Segment Start: LISTED ENTRIES

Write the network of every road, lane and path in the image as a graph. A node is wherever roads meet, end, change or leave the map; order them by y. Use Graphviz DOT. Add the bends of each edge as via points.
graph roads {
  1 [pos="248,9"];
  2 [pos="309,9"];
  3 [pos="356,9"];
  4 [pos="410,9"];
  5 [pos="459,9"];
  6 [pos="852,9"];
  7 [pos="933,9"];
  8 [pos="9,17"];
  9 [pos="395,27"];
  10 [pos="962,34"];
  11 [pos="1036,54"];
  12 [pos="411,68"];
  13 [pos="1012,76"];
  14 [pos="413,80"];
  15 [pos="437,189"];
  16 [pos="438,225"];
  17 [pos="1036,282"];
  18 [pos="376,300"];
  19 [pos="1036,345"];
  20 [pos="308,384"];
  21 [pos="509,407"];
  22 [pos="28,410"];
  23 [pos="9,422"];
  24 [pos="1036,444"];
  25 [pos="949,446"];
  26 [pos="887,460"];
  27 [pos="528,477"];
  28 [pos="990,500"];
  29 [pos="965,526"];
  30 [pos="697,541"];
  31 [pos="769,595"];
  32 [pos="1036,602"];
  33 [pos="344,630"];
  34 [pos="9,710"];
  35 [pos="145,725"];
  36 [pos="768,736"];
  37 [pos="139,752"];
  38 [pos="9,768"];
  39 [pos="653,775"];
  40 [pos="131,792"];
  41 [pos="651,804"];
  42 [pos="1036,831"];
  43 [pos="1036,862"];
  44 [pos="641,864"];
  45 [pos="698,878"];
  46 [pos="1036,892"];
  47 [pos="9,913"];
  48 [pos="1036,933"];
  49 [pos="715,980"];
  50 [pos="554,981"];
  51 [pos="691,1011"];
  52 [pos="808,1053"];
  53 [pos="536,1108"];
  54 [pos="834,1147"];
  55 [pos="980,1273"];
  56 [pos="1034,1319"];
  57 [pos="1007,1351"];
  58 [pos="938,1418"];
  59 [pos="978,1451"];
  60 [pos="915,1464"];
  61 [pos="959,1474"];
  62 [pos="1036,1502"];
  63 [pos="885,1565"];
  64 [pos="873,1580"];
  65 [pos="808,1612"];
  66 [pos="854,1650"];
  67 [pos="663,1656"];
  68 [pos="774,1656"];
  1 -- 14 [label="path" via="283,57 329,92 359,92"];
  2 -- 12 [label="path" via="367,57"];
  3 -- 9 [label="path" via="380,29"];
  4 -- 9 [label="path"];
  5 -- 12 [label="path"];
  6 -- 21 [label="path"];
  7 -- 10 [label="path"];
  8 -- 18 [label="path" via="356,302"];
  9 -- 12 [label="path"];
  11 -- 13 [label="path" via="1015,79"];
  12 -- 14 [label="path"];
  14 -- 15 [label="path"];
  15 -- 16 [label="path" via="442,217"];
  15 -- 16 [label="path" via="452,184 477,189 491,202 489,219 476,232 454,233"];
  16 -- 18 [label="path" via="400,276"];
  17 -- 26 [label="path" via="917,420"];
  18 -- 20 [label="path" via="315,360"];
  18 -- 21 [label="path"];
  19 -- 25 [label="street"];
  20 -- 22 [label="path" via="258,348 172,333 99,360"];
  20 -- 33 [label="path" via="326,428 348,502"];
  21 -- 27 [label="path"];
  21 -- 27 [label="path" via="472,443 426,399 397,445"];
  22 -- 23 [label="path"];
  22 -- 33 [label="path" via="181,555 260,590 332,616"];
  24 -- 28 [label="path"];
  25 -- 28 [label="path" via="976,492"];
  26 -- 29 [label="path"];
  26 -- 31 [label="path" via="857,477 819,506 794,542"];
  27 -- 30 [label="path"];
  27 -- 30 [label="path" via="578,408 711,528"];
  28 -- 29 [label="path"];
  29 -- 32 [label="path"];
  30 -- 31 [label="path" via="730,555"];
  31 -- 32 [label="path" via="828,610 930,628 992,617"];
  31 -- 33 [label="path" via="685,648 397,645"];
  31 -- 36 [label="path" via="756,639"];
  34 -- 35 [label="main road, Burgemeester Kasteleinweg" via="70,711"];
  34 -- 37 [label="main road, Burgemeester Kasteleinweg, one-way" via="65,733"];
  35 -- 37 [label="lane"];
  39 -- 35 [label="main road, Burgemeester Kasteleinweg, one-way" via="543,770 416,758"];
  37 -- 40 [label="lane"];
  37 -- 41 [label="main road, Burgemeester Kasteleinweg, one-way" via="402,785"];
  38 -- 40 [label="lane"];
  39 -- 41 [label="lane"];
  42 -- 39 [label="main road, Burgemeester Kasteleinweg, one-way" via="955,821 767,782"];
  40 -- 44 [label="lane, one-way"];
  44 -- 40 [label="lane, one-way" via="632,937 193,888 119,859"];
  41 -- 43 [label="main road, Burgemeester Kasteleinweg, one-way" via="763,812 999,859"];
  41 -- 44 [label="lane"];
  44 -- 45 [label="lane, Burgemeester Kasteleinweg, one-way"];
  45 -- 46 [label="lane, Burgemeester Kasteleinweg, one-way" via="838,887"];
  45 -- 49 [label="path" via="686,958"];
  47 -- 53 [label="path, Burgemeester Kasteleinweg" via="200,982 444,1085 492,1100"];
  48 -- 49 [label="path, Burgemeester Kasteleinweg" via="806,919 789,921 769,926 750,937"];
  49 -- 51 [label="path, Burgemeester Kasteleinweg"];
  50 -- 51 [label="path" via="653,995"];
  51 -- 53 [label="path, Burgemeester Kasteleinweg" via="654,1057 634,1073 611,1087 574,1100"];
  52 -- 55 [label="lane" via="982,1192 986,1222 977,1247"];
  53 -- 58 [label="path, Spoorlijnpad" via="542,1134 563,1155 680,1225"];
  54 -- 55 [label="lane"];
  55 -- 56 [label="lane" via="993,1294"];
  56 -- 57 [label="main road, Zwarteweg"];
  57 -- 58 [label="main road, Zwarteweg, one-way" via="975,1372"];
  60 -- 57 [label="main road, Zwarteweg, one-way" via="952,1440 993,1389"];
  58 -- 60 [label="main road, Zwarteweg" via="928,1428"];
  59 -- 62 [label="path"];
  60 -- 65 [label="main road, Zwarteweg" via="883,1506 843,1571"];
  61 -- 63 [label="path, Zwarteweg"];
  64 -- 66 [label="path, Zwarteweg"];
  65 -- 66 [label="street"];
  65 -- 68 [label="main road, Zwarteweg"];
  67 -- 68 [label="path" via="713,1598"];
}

Segment End: LISTED ENTRIES

YOUR TASK:
State the number of lines in the records that hold the string "roads", and add nothing.

RESPONSE TO THE EXERCISE:
2